Unser Vorsitzender, Herr Knorr, begrüßte Mitglieder und Gäste und gab eine Programmänderung bekannt, die wegen der Führung durch Schloss Mildenfurth notwendig war. Er stellte uns Frau Dr. Müller und ihren Mann vor, die uns heute begleiteten und Frau Dr. Müller uns mit historischen Informationen versah.

Unsere Exkursion wurde diesmal als Rundwanderweg durchgeführt, was neu war aber sehr begrüßt wurde. Die Teilnehmer, die nicht gut zu Fuß waren, konnten alle Objekte mit dem Auto erreichen.

Wir begannen unsere Wanderung von der Kirche zum nahen Schloss Mildenfurth.

Herr Peukert, ein Mitarbeiter der Stiftung Thüringer Schlösser und Gärten, der das ehemalige Kloster 1995 übertragen wurde, führte uns durch Gelände und Schloss.

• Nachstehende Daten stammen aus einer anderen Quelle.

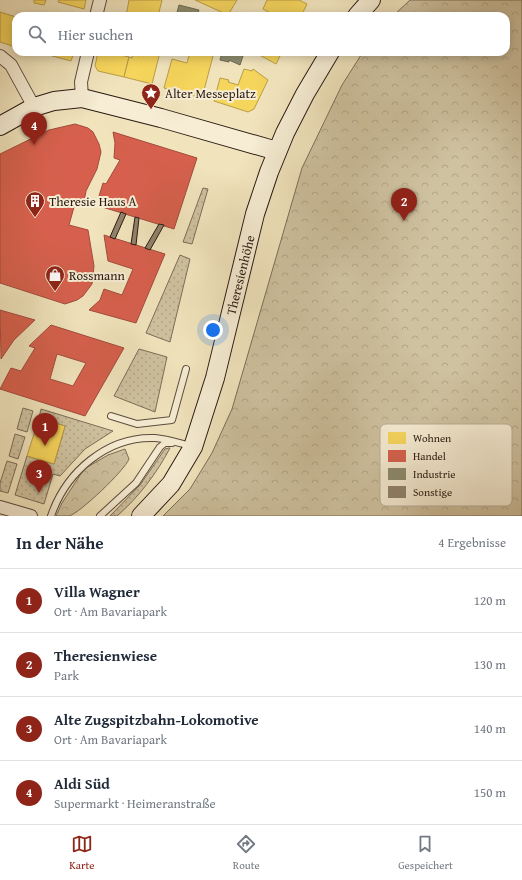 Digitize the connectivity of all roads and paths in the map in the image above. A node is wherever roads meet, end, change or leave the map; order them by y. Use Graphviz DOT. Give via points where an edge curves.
graph roads {
  1 [pos="100,0"];
  2 [pos="371,0"];
  3 [pos="97,12"];
  4 [pos="360,12"];
  5 [pos="0,56"];
  6 [pos="87,56"];
  7 [pos="328,56"];
  8 [pos="82,98"];
  9 [pos="34,107"];
  10 [pos="0,126"];
  11 [pos="277,151"];
  12 [pos="186,369"];
  13 [pos="111,416"];
  14 [pos="186,445"];
  15 [pos="0,507"];
  16 [pos="31,516"];
  17 [pos="50,516"];
  18 [pos="100,516"];
  19 [pos="141,516"];
  1 -- 3 [label="street"];
  2 -- 4 [label="main road"];
  5 -- 9 [label="street" via="11,64"];
  6 -- 8 [label="street" via="81,82"];
  7 -- 11 [label="main road, Theresienhöhe" via="305,94"];
  8 -- 9 [label="main road" via="54,101"];
  8 -- 11 [label="main road"];
  9 -- 10 [label="main road"];
  11 -- 14 [label="main road, Theresienhöhe" via="256,214 215,378"];
  12 -- 13 [label="lane" via="172,420 137,424"];
  14 -- 17 [label="lane" via="156,438 138,439 96,455 65,488"];
  14 -- 18 [label="lane" via="165,443 160,447 136,483"];
  14 -- 19 [label="main road, Theresienhöhe" via="171,484"];
  15 -- 16 [label="street"];
}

Im Tal der Weida stiftete 1193 Heinrich II., Vogt von Weida, das Kloster Mildenfurth als Hauskloster und Grablege. Das Anfang des 13. Jahrhunderts errichtete Kloster wurde mit Prämonstratenserchorherren besetzt. In seinen Glanzzeiten lebten 80-100 Chorherren im Kloster, dazu kamen noch Laienbrüder, die für die Funktion und Versorgung des Klosters zuständig waren.

Im 15. Jahrhundert wurde das Kloster als Teil der Herrschaft Weida an die Wettiner verkauft und bei der wettinischen Erbteilung von 1485 der ernestinischen Linie zugeschlagen. Nach der Reformation blieben die Chorherren noch bis 1529 hier. 1543 erwarb Mathes von Wallenrod, Berater Kurfürst Johann Friedrich des Großmütigen, die Anlage und ließ in den Folgejahren die Kirche zu einem Renaissanceschloss umbauen.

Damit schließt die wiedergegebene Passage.